Dataset content

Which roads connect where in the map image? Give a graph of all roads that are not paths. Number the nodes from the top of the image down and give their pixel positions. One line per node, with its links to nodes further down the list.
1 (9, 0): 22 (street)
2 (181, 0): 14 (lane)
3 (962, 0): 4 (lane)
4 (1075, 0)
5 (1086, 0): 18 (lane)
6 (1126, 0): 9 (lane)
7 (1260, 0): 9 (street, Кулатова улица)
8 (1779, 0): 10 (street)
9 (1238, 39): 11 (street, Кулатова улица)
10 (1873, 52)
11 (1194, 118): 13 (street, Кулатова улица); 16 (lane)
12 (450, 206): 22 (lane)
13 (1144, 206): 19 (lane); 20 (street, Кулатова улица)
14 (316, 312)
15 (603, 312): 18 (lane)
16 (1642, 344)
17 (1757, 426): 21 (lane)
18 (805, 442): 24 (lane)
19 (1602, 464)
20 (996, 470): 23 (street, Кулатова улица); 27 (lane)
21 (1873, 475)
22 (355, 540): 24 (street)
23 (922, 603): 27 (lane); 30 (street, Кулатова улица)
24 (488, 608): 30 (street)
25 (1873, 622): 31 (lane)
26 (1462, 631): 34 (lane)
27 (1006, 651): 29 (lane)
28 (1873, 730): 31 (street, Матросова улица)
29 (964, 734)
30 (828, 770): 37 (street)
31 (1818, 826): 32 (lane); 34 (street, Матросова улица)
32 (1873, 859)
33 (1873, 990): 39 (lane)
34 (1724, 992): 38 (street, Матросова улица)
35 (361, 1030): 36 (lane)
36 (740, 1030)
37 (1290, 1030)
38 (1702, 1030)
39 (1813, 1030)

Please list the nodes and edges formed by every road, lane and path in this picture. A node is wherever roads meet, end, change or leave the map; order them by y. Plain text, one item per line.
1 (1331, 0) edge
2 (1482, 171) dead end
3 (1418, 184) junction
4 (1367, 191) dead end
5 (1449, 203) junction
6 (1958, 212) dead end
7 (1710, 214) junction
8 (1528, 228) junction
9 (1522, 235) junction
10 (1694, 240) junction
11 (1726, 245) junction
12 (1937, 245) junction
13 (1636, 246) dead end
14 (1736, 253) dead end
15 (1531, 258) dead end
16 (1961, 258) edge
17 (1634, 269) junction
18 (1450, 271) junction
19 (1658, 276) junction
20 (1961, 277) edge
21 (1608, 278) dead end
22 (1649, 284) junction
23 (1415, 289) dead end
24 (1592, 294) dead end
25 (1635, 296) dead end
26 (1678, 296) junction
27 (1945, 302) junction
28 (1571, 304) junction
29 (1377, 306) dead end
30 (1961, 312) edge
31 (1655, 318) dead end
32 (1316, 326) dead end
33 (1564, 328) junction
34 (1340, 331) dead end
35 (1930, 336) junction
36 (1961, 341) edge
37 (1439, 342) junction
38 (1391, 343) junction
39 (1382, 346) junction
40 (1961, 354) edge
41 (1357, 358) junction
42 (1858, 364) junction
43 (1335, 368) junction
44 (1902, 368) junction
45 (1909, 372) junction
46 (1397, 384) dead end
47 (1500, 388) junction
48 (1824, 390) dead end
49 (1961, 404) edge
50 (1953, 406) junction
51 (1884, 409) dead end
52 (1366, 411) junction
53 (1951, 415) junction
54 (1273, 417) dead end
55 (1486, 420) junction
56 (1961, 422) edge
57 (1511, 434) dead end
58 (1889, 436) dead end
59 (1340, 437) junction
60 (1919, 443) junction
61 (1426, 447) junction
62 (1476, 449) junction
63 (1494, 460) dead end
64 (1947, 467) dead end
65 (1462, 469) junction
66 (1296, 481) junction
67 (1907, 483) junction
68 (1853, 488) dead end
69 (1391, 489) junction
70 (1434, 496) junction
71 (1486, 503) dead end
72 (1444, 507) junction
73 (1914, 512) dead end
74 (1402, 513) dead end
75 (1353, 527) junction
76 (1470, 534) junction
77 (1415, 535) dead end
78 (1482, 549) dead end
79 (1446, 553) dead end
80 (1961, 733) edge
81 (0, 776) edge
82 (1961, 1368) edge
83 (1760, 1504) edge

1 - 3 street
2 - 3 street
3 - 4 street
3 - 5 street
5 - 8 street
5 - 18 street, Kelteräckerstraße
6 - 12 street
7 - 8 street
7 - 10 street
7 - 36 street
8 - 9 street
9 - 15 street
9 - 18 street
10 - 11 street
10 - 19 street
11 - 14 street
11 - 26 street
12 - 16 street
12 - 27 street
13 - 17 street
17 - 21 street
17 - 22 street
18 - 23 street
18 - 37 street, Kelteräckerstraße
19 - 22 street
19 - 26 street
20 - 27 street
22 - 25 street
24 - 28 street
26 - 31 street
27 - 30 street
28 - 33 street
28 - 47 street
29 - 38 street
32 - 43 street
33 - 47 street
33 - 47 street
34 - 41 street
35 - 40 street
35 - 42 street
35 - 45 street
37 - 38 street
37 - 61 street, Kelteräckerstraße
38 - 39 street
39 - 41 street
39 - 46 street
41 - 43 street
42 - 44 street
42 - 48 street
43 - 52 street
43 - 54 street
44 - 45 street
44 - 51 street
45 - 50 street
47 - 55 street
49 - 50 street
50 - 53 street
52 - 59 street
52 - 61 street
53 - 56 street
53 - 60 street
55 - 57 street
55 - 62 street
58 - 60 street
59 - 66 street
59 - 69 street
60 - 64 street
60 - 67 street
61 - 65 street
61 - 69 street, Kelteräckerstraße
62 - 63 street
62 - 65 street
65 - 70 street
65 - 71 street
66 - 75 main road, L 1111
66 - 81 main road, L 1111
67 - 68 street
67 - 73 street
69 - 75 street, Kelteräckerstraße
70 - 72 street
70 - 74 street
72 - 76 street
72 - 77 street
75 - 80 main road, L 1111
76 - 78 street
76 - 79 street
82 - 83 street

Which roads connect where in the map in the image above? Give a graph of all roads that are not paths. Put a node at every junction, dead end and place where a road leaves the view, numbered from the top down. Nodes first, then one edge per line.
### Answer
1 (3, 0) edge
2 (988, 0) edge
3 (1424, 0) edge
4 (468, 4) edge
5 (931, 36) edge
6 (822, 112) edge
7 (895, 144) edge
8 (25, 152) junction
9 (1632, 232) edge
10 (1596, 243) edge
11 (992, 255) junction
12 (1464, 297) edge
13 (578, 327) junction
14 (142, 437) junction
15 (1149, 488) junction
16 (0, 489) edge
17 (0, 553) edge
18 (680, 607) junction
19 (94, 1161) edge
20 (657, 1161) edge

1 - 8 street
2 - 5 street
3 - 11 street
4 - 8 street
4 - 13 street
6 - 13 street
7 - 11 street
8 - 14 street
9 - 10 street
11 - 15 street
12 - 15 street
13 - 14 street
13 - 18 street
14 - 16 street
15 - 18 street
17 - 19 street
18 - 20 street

Prompt
Output exactly the line containing "Which roads connect where in the map in" together with every line after it, ending at the final line of the entries.

Response
Which roads connect where in the map in the image above? Give a graph of all roads that are not paths. Put a node at every junction, dead end and place where a road leaves the view, numbered from the top down. Nodes first, then one edge per line.
### Answer
1 (3, 0) edge
2 (988, 0) edge
3 (1424, 0) edge
4 (468, 4) edge
5 (931, 36) edge
6 (822, 112) edge
7 (895, 144) edge
8 (25, 152) junction
9 (1632, 232) edge
10 (1596, 243) edge
11 (992, 255) junction
12 (1464, 297) edge
13 (578, 327) junction
14 (142, 437) junction
15 (1149, 488) junction
16 (0, 489) edge
17 (0, 553) edge
18 (680, 607) junction
19 (94, 1161) edge
20 (657, 1161) edge

1 - 8 street
2 - 5 street
3 - 11 street
4 - 8 street
4 - 13 street
6 - 13 street
7 - 11 street
8 - 14 street
9 - 10 street
11 - 15 street
12 - 15 street
13 - 14 street
13 - 18 street
14 - 16 street
15 - 18 street
17 - 19 street
18 - 20 street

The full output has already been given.